It resembles the Loire classic Selles-sur-Cher-cher, but is smaller and obviously as different as the biodynamic farm’s pastures in Münster differ from those between Tours and Orléans. Most importantly, Sabine Jürß – in her early sixties, short grey blond hair, glasses, robust, lively and at ease with herself – has her very own ideas. As a matter of principle she milks the elegant brown and black “girls” herself – “so that I know what’s going on” – and she is willing to bow to the milk’s natural variations and its turning into cheese. Besides the Grisette she makes a whole bunch of other cheeses from the untreated, raw milk still warm from the udders. Since 2014 all of them are of the lactic type, that is set mainly with the help of lactic acid and just a tiny bit of rennet. Setting, ladling, draining, turning, demolding and salting take their time and the right moment: “From morning until evening, and between that the days, some good, some bad. The cheese leads the way.”

And you can taste that: the dry velvety, grey and white mottled rind evokes a quiet sharpness and recalls the umami-loaden clouds arising from a pan of dark meaty sauce bubbling away on the stove. The texture is dense and solid though melts on the tongue (if you have the necessary patience!) like a combination of halva and frozen parfait, again with a deep, quiet savouriness that is carried by an equally quiet, elegant acidity. Some lots tend to melt a little directly under the rind after a couple of weeks, others become dry and break into flakes when you cut them. Simply said: extremely good stuff.
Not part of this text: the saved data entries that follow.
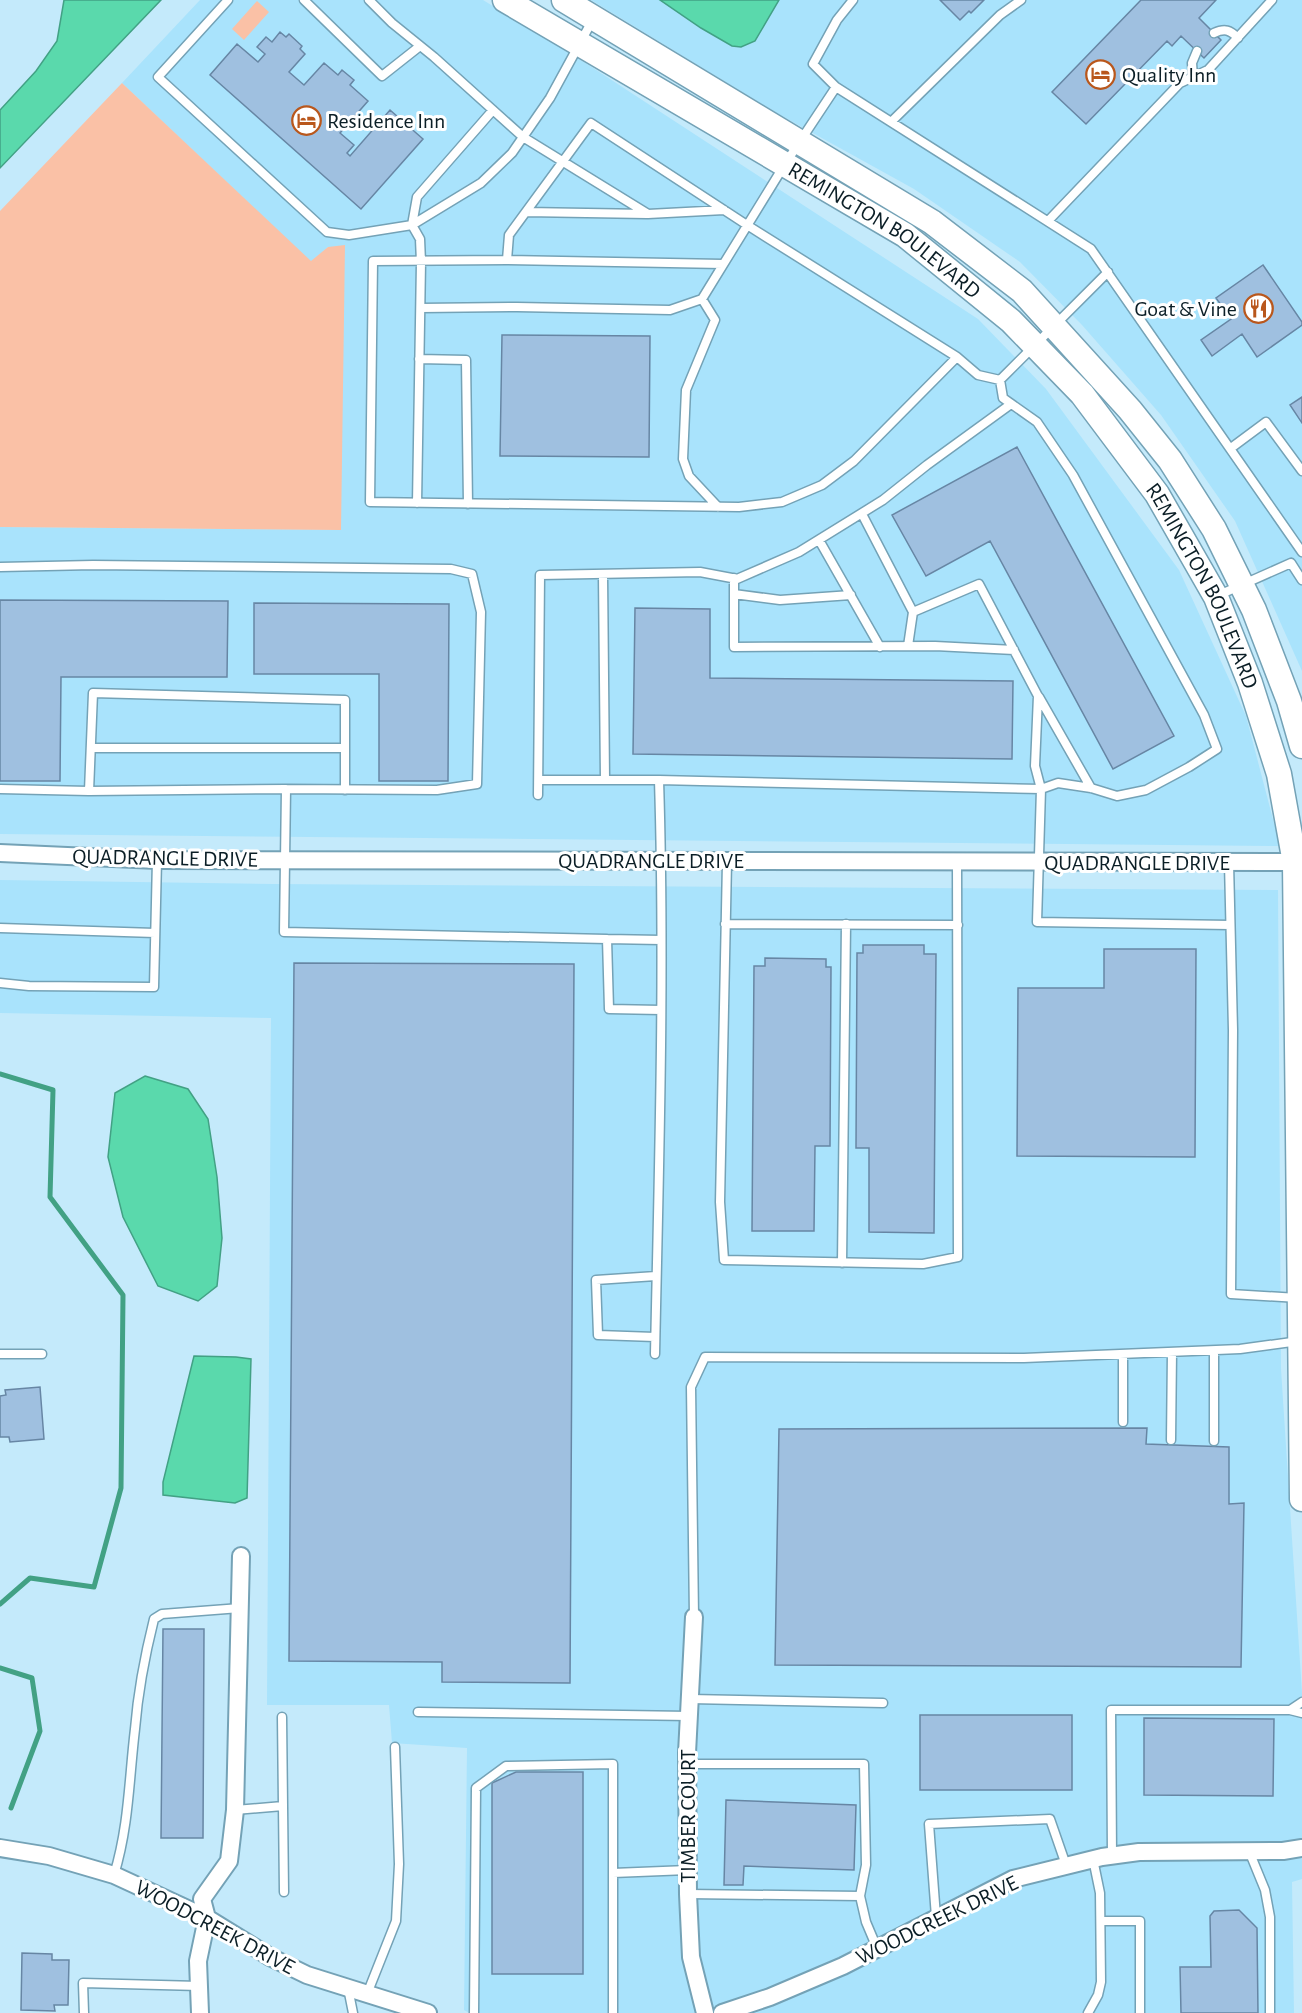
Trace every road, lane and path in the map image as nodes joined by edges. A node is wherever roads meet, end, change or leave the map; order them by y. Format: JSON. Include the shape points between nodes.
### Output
{"nodes":[{"id":1,"x":228,"y":0,"type":"edge"},
{"id":2,"x":304,"y":0,"type":"edge"},
{"id":3,"x":369,"y":0,"type":"edge"},
{"id":4,"x":505,"y":0,"type":"edge"},
{"id":5,"x":564,"y":0,"type":"edge"},
{"id":6,"x":853,"y":0,"type":"edge"},
{"id":7,"x":1021,"y":0,"type":"edge"},
{"id":8,"x":1272,"y":0,"type":"edge"},
{"id":9,"x":594,"y":18,"type":"junction"},
{"id":10,"x":1214,"y":33,"type":"dead end"},
{"id":11,"x":1238,"y":38,"type":"junction"},
{"id":12,"x":579,"y":44,"type":"junction"},
{"id":13,"x":420,"y":46,"type":"junction"},
{"id":14,"x":1197,"y":51,"type":"dead end"},
{"id":15,"x":1193,"y":77,"type":"junction"},
{"id":16,"x":836,"y":87,"type":"junction"},
{"id":17,"x":493,"y":110,"type":"junction"},
{"id":18,"x":891,"y":122,"type":"junction"},
{"id":19,"x":523,"y":137,"type":"junction"},
{"id":20,"x":800,"y":142,"type":"junction"},
{"id":21,"x":562,"y":162,"type":"junction"},
{"id":22,"x":785,"y":164,"type":"junction"},
{"id":23,"x":724,"y":210,"type":"junction"},
{"id":24,"x":526,"y":212,"type":"junction"},
{"id":25,"x":648,"y":214,"type":"junction"},
{"id":26,"x":1048,"y":221,"type":"junction"},
{"id":27,"x":412,"y":225,"type":"junction"},
{"id":28,"x":747,"y":225,"type":"junction"},
{"id":29,"x":507,"y":260,"type":"junction"},
{"id":30,"x":421,"y":262,"type":"junction"},
{"id":31,"x":723,"y":264,"type":"junction"},
{"id":32,"x":1108,"y":272,"type":"junction"},
{"id":33,"x":702,"y":299,"type":"junction"},
{"id":34,"x":421,"y":308,"type":"junction"},
{"id":35,"x":1055,"y":325,"type":"junction"},
{"id":36,"x":1034,"y":345,"type":"junction"},
{"id":37,"x":957,"y":357,"type":"junction"},
{"id":38,"x":419,"y":359,"type":"junction"},
{"id":39,"x":1000,"y":380,"type":"junction"},
{"id":40,"x":1011,"y":404,"type":"junction"},
{"id":41,"x":1231,"y":448,"type":"junction"},
{"id":42,"x":1302,"y":471,"type":"edge"},
{"id":43,"x":417,"y":503,"type":"junction"},
{"id":44,"x":468,"y":504,"type":"junction"},
{"id":45,"x":718,"y":507,"type":"junction"},
{"id":46,"x":862,"y":514,"type":"junction"},
{"id":47,"x":819,"y":540,"type":"junction"},
{"id":48,"x":1302,"y":552,"type":"edge"},
{"id":49,"x":1302,"y":557,"type":"edge"},
{"id":50,"x":1290,"y":563,"type":"junction"},
{"id":51,"x":0,"y":567,"type":"edge"},
{"id":52,"x":603,"y":575,"type":"junction"},
{"id":53,"x":734,"y":578,"type":"junction"},
{"id":54,"x":1302,"y":580,"type":"edge"},
{"id":55,"x":1242,"y":585,"type":"junction"},
{"id":56,"x":734,"y":594,"type":"junction"},
{"id":57,"x":851,"y":595,"type":"junction"},
{"id":58,"x":1216,"y":597,"type":"junction"},
{"id":59,"x":913,"y":612,"type":"junction"},
{"id":60,"x":908,"y":646,"type":"junction"},
{"id":61,"x":880,"y":647,"type":"junction"},
{"id":62,"x":1014,"y":650,"type":"junction"},
{"id":63,"x":1038,"y":696,"type":"junction"},
{"id":64,"x":1302,"y":746,"type":"edge"},
{"id":65,"x":91,"y":748,"type":"junction"},
{"id":66,"x":345,"y":748,"type":"junction"},
{"id":67,"x":539,"y":780,"type":"junction"},
{"id":68,"x":605,"y":780,"type":"junction"},
{"id":69,"x":659,"y":780,"type":"junction"},
{"id":70,"x":1090,"y":788,"type":"junction"},
{"id":71,"x":0,"y":789,"type":"edge"},
{"id":72,"x":286,"y":789,"type":"junction"},
{"id":73,"x":1041,"y":789,"type":"junction"},
{"id":74,"x":89,"y":790,"type":"junction"},
{"id":75,"x":345,"y":790,"type":"junction"},
{"id":76,"x":538,"y":795,"type":"dead end"},
{"id":77,"x":0,"y":853,"type":"edge"},
{"id":78,"x":157,"y":860,"type":"junction"},
{"id":79,"x":286,"y":861,"type":"junction"},
{"id":80,"x":662,"y":861,"type":"junction"},
{"id":81,"x":726,"y":862,"type":"junction"},
{"id":82,"x":957,"y":862,"type":"junction"},
{"id":83,"x":1038,"y":862,"type":"junction"},
{"id":84,"x":1299,"y":862,"type":"edge"},
{"id":85,"x":1229,"y":863,"type":"junction"},
{"id":86,"x":725,"y":924,"type":"junction"},
{"id":87,"x":846,"y":924,"type":"junction"},
{"id":88,"x":958,"y":925,"type":"junction"},
{"id":89,"x":1230,"y":925,"type":"junction"},
{"id":90,"x":0,"y":928,"type":"edge"},
{"id":91,"x":155,"y":933,"type":"junction"},
{"id":92,"x":607,"y":939,"type":"junction"},
{"id":93,"x":661,"y":940,"type":"junction"},
{"id":94,"x":0,"y":983,"type":"edge"},
{"id":95,"x":661,"y":1010,"type":"junction"},
{"id":96,"x":842,"y":1263,"type":"junction"},
{"id":97,"x":656,"y":1276,"type":"junction"},
{"id":98,"x":1299,"y":1298,"type":"junction"},
{"id":99,"x":655,"y":1336,"type":"junction"},
{"id":100,"x":1301,"y":1341,"type":"edge"},
{"id":101,"x":1214,"y":1350,"type":"junction"},
{"id":102,"x":1172,"y":1352,"type":"junction"},
{"id":103,"x":0,"y":1354,"type":"edge"},
{"id":104,"x":42,"y":1354,"type":"dead end"},
{"id":105,"x":655,"y":1354,"type":"dead end"},
{"id":106,"x":1123,"y":1354,"type":"junction"},
{"id":107,"x":1123,"y":1422,"type":"dead end"},
{"id":108,"x":1171,"y":1440,"type":"dead end"},
{"id":109,"x":1215,"y":1441,"type":"dead end"},
{"id":110,"x":1302,"y":1499,"type":"edge"},
{"id":111,"x":241,"y":1556,"type":"dead end"},
{"id":112,"x":240,"y":1608,"type":"junction"},
{"id":113,"x":694,"y":1617,"type":"joint"},
{"id":114,"x":1302,"y":1702,"type":"edge"},
{"id":115,"x":883,"y":1703,"type":"dead end"},
{"id":116,"x":689,"y":1708,"type":"junction"},
{"id":117,"x":1290,"y":1710,"type":"junction"},
{"id":118,"x":418,"y":1712,"type":"dead end"},
{"id":119,"x":1302,"y":1713,"type":"edge"},
{"id":120,"x":282,"y":1717,"type":"dead end"},
{"id":121,"x":395,"y":1747,"type":"dead end"},
{"id":122,"x":687,"y":1764,"type":"junction"},
{"id":123,"x":283,"y":1806,"type":"junction"},
{"id":124,"x":235,"y":1810,"type":"junction"},
{"id":125,"x":0,"y":1848,"type":"edge"},
{"id":126,"x":1302,"y":1848,"type":"edge"},
{"id":127,"x":1249,"y":1851,"type":"junction"},
{"id":128,"x":1112,"y":1856,"type":"junction"},
{"id":129,"x":1093,"y":1859,"type":"junction"},
{"id":130,"x":1066,"y":1865,"type":"junction"},
{"id":131,"x":688,"y":1870,"type":"junction"},
{"id":132,"x":613,"y":1873,"type":"junction"},
{"id":133,"x":114,"y":1875,"type":"junction"},
{"id":134,"x":284,"y":1892,"type":"dead end"},
{"id":135,"x":688,"y":1894,"type":"junction"},
{"id":136,"x":860,"y":1896,"type":"junction"},
{"id":137,"x":936,"y":1917,"type":"junction"},
{"id":138,"x":207,"y":1918,"type":"junction"},
{"id":139,"x":1101,"y":1921,"type":"junction"},
{"id":140,"x":877,"y":1948,"type":"junction"},
{"id":141,"x":199,"y":1986,"type":"junction"},
{"id":142,"x":348,"y":1988,"type":"junction"},
{"id":143,"x":367,"y":1994,"type":"junction"},
{"id":144,"x":84,"y":2013,"type":"edge"},
{"id":145,"x":200,"y":2013,"type":"edge"},
{"id":146,"x":353,"y":2013,"type":"edge"},
{"id":147,"x":428,"y":2013,"type":"edge"},
{"id":148,"x":474,"y":2013,"type":"edge"},
{"id":149,"x":613,"y":2013,"type":"edge"},
{"id":150,"x":705,"y":2013,"type":"edge"},
{"id":151,"x":722,"y":2013,"type":"edge"},
{"id":152,"x":1088,"y":2013,"type":"edge"},
{"id":153,"x":1140,"y":2013,"type":"edge"},
{"id":154,"x":1270,"y":2013,"type":"edge"}],
"edges":[{"from":1,"to":27,"type":"lane","via":[[158,77],[327,232],[349,235]]},
{"from":2,"to":13,"type":"lane","via":[[382,76]]},
{"from":3,"to":13,"type":"lane"},
{"from":4,"to":12,"type":"street","name":"REMINGTON BOULEVARD"},
{"from":5,"to":9,"type":"street","name":"REMINGTON BOULEVARD"},
{"from":6,"to":16,"type":"lane","via":[[813,64]]},
{"from":7,"to":18,"type":"lane","via":[[1000,15]]},
{"from":8,"to":11,"type":"lane"},
{"from":9,"to":12,"type":"lane"},
{"from":9,"to":20,"type":"street","name":"REMINGTON BOULEVARD"},
{"from":10,"to":11,"type":"lane","via":[[1222,29]]},
{"from":11,"to":15,"type":"lane","via":[[1208,70]]},
{"from":12,"to":19,"type":"lane","via":[[550,98]]},
{"from":12,"to":22,"type":"street","name":"REMINGTON BOULEVARD"},
{"from":13,"to":17,"type":"lane"},
{"from":14,"to":15,"type":"lane","via":[[1191,63]]},
{"from":15,"to":26,"type":"lane","via":[[1180,82]]},
{"from":16,"to":18,"type":"lane"},
{"from":16,"to":20,"type":"lane"},
{"from":17,"to":19,"type":"lane"},
{"from":17,"to":27,"type":"lane","via":[[417,197]]},
{"from":18,"to":26,"type":"lane"},
{"from":19,"to":21,"type":"lane"},
{"from":19,"to":27,"type":"lane","via":[[481,183]]},
{"from":20,"to":22,"type":"lane"},
{"from":20,"to":35,"type":"street","name":"REMINGTON BOULEVARD","via":[[932,222],[1022,291]]},
{"from":21,"to":23,"type":"lane","via":[[591,123]]},
{"from":21,"to":24,"type":"lane"},
{"from":21,"to":25,"type":"lane"},
{"from":22,"to":28,"type":"lane"},
{"from":22,"to":36,"type":"street","name":"REMINGTON BOULEVARD","via":[[905,235],[1011,321]]},
{"from":23,"to":25,"type":"lane"},
{"from":23,"to":28,"type":"lane"},
{"from":24,"to":25,"type":"lane"},
{"from":24,"to":29,"type":"lane","via":[[509,235]]},
{"from":26,"to":32,"type":"lane","via":[[1091,249]]},
{"from":27,"to":30,"type":"lane","via":[[420,239]]},
{"from":28,"to":31,"type":"lane"},
{"from":28,"to":37,"type":"lane"},
{"from":29,"to":30,"type":"lane"},
{"from":29,"to":31,"type":"lane"},
{"from":30,"to":34,"type":"lane"},
{"from":30,"to":43,"type":"lane","via":[[374,261],[370,502]]},
{"from":31,"to":33,"type":"lane"},
{"from":32,"to":35,"type":"lane"},
{"from":32,"to":41,"type":"lane"},
{"from":33,"to":34,"type":"lane","via":[[670,310]]},
{"from":33,"to":45,"type":"lane","via":[[715,320],[686,390],[683,459],[689,476]]},
{"from":34,"to":38,"type":"lane"},
{"from":35,"to":36,"type":"lane"},
{"from":35,"to":55,"type":"street","name":"REMINGTON BOULEVARD","via":[[1170,459],[1214,529]]},
{"from":36,"to":39,"type":"lane"},
{"from":36,"to":58,"type":"street","name":"REMINGTON BOULEVARD","via":[[1082,394],[1157,494]]},
{"from":37,"to":39,"type":"lane","via":[[978,375]]},
{"from":37,"to":45,"type":"lane","via":[[854,461],[822,485],[782,502]]},
{"from":38,"to":43,"type":"lane"},
{"from":38,"to":44,"type":"lane","via":[[466,360]]},
{"from":39,"to":40,"type":"lane","via":[[1003,399]]},
{"from":40,"to":46,"type":"lane"},
{"from":40,"to":70,"type":"lane","via":[[1036,422],[1073,475],[1204,715],[1217,749],[1146,790],[1117,796]]},
{"from":41,"to":42,"type":"lane","via":[[1266,422]]},
{"from":41,"to":48,"type":"lane"},
{"from":43,"to":44,"type":"lane"},
{"from":44,"to":45,"type":"lane"},
{"from":46,"to":47,"type":"lane"},
{"from":46,"to":59,"type":"lane"},
{"from":47,"to":53,"type":"lane"},
{"from":47,"to":57,"type":"lane"},
{"from":49,"to":50,"type":"lane"},
{"from":50,"to":54,"type":"lane"},
{"from":50,"to":55,"type":"lane"},
{"from":51,"to":75,"type":"lane","via":[[451,569],[472,574],[482,612],[477,784],[437,790]]},
{"from":52,"to":53,"type":"lane","via":[[700,572]]},
{"from":52,"to":67,"type":"lane","via":[[540,575]]},
{"from":52,"to":68,"type":"lane"},
{"from":53,"to":56,"type":"lane"},
{"from":55,"to":58,"type":"lane"},
{"from":55,"to":64,"type":"street","name":"REMINGTON BOULEVARD","via":[[1289,701]]},
{"from":56,"to":57,"type":"lane","via":[[780,600]]},
{"from":56,"to":61,"type":"lane","via":[[734,647]]},
{"from":57,"to":61,"type":"lane"},
{"from":58,"to":84,"type":"street","name":"REMINGTON BOULEVARD","via":[[1250,683],[1279,774]]},
{"from":59,"to":60,"type":"lane"},
{"from":59,"to":62,"type":"lane","via":[[979,584]]},
{"from":60,"to":61,"type":"lane"},
{"from":60,"to":62,"type":"lane"},
{"from":62,"to":63,"type":"lane"},
{"from":63,"to":70,"type":"lane"},
{"from":63,"to":73,"type":"lane","via":[[1035,766]]},
{"from":65,"to":66,"type":"lane"},
{"from":65,"to":66,"type":"lane","via":[[93,693],[345,700]]},
{"from":65,"to":74,"type":"lane"},
{"from":66,"to":75,"type":"lane"},
{"from":67,"to":68,"type":"lane"},
{"from":67,"to":76,"type":"lane"},
{"from":68,"to":69,"type":"lane"},
{"from":69,"to":73,"type":"lane"},
{"from":69,"to":80,"type":"lane"},
{"from":70,"to":73,"type":"lane","via":[[1058,783]]},
{"from":71,"to":74,"type":"lane"},
{"from":72,"to":74,"type":"lane"},
{"from":72,"to":75,"type":"lane"},
{"from":72,"to":79,"type":"lane"},
{"from":73,"to":83,"type":"lane"},
{"from":77,"to":78,"type":"street","name":"QUADRANGLE DRIVE"},
{"from":78,"to":79,"type":"street","name":"QUADRANGLE DRIVE"},
{"from":78,"to":91,"type":"lane"},
{"from":79,"to":80,"type":"street","name":"QUADRANGLE DRIVE"},
{"from":79,"to":92,"type":"lane","via":[[284,932]]},
{"from":80,"to":81,"type":"street","name":"QUADRANGLE DRIVE"},
{"from":80,"to":93,"type":"lane"},
{"from":81,"to":82,"type":"street","name":"QUADRANGLE DRIVE"},
{"from":81,"to":86,"type":"lane"},
{"from":82,"to":83,"type":"street","name":"QUADRANGLE DRIVE"},
{"from":82,"to":88,"type":"lane"},
{"from":83,"to":85,"type":"street","name":"QUADRANGLE DRIVE"},
{"from":83,"to":89,"type":"lane","via":[[1037,922]]},
{"from":84,"to":85,"type":"street","name":"QUADRANGLE DRIVE"},
{"from":84,"to":98,"type":"street","name":"REMINGTON BOULEVARD"},
{"from":85,"to":89,"type":"lane"},
{"from":86,"to":87,"type":"lane"},
{"from":86,"to":96,"type":"lane","via":[[720,1202],[724,1260]]},
{"from":87,"to":88,"type":"lane"},
{"from":87,"to":96,"type":"lane"},
{"from":88,"to":96,"type":"lane","via":[[958,1257],[923,1264]]},
{"from":89,"to":98,"type":"lane","via":[[1231,1294]]},
{"from":90,"to":91,"type":"lane"},
{"from":91,"to":94,"type":"lane","via":[[154,987]]},
{"from":92,"to":93,"type":"lane"},
{"from":92,"to":95,"type":"lane","via":[[609,1009]]},
{"from":93,"to":95,"type":"lane"},
{"from":95,"to":97,"type":"lane"},
{"from":97,"to":99,"type":"lane"},
{"from":97,"to":99,"type":"lane","via":[[596,1280],[598,1335]]},
{"from":98,"to":100,"type":"street","name":"REMINGTON BOULEVARD"},
{"from":99,"to":105,"type":"lane"},
{"from":100,"to":101,"type":"lane"},
{"from":100,"to":110,"type":"street","name":"REMINGTON BOULEVARD"},
{"from":101,"to":102,"type":"lane"},
{"from":101,"to":109,"type":"lane"},
{"from":102,"to":106,"type":"lane"},
{"from":102,"to":108,"type":"lane"},
{"from":103,"to":104,"type":"lane"},
{"from":106,"to":107,"type":"lane"},
{"from":106,"to":113,"type":"lane","via":[[1024,1358],[705,1357],[691,1387]]},
{"from":111,"to":112,"type":"street"},
{"from":112,"to":124,"type":"street"},
{"from":112,"to":133,"type":"lane","via":[[162,1614],[154,1619],[135,1728],[123,1846]]},
{"from":113,"to":116,"type":"street","name":"TIMBER COURT"},
{"from":114,"to":117,"type":"lane"},
{"from":115,"to":116,"type":"lane"},
{"from":116,"to":118,"type":"lane"},
{"from":116,"to":122,"type":"street","name":"TIMBER COURT"},
{"from":117,"to":119,"type":"lane"},
{"from":117,"to":128,"type":"lane","via":[[1111,1710]]},
{"from":120,"to":123,"type":"lane"},
{"from":121,"to":143,"type":"lane","via":[[399,1864],[396,1921]]},
{"from":122,"to":131,"type":"street","name":"TIMBER COURT"},
{"from":122,"to":136,"type":"lane","via":[[864,1764],[866,1865]]},
{"from":123,"to":124,"type":"lane"},
{"from":123,"to":134,"type":"lane"},
{"from":124,"to":138,"type":"street","via":[[229,1861],[202,1899]]},
{"from":125,"to":133,"type":"street","name":"WOODCREEK DRIVE","via":[[49,1856]]},
{"from":126,"to":127,"type":"street","name":"WOODCREEK DRIVE"},
{"from":127,"to":128,"type":"street","name":"WOODCREEK DRIVE","via":[[1139,1852]]},
{"from":127,"to":154,"type":"lane","via":[[1265,1890],[1270,1917]]},
{"from":128,"to":129,"type":"street","name":"WOODCREEK DRIVE"},
{"from":129,"to":130,"type":"street","name":"WOODCREEK DRIVE"},
{"from":129,"to":139,"type":"lane"},
{"from":130,"to":137,"type":"street","name":"WOODCREEK DRIVE","via":[[1013,1879]]},
{"from":130,"to":137,"type":"lane","via":[[1050,1820],[929,1824]]},
{"from":131,"to":132,"type":"lane"},
{"from":131,"to":135,"type":"street","name":"TIMBER COURT"},
{"from":132,"to":148,"type":"lane","via":[[613,1764],[506,1766],[476,1788]]},
{"from":132,"to":149,"type":"lane"},
{"from":133,"to":138,"type":"street","name":"WOODCREEK DRIVE"},
{"from":135,"to":136,"type":"lane"},
{"from":135,"to":150,"type":"street","name":"TIMBER COURT","via":[[691,1957]]},
{"from":136,"to":140,"type":"lane"},
{"from":137,"to":140,"type":"street","name":"WOODCREEK DRIVE"},
{"from":138,"to":141,"type":"street","via":[[198,1961]]},
{"from":138,"to":142,"type":"street","name":"WOODCREEK DRIVE","via":[[307,1976]]},
{"from":139,"to":152,"type":"lane","via":[[1101,1982]]},
{"from":139,"to":153,"type":"lane","via":[[1140,1921]]},
{"from":140,"to":151,"type":"street","name":"WOODCREEK DRIVE","via":[[780,1993]]},
{"from":141,"to":144,"type":"lane","via":[[84,1983]]},
{"from":141,"to":145,"type":"street"},
{"from":142,"to":143,"type":"street","name":"WOODCREEK DRIVE"},
{"from":142,"to":146,"type":"lane"},
{"from":143,"to":147,"type":"street","name":"WOODCREEK DRIVE"}]}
Coming back to life’s rhythm and structure: Scellebelle is the name of a poor maid in the Flemish author Stijn Streuvels’s novel “The Flaxfield”, published in 1907. It features the landscape Jacques Brel extols in Le Plat Pays and the novel opens: “A heavy grey sky encumbered the world.” – it is nature’s rhythm that dictates human life, with some being able to fall into its step and others fighting against it. Sabine Jürß had chanced across a film version of the novel, heard the name Scellebelle and been sure that one day, she’d do “something” with it. Indeed. Thank you.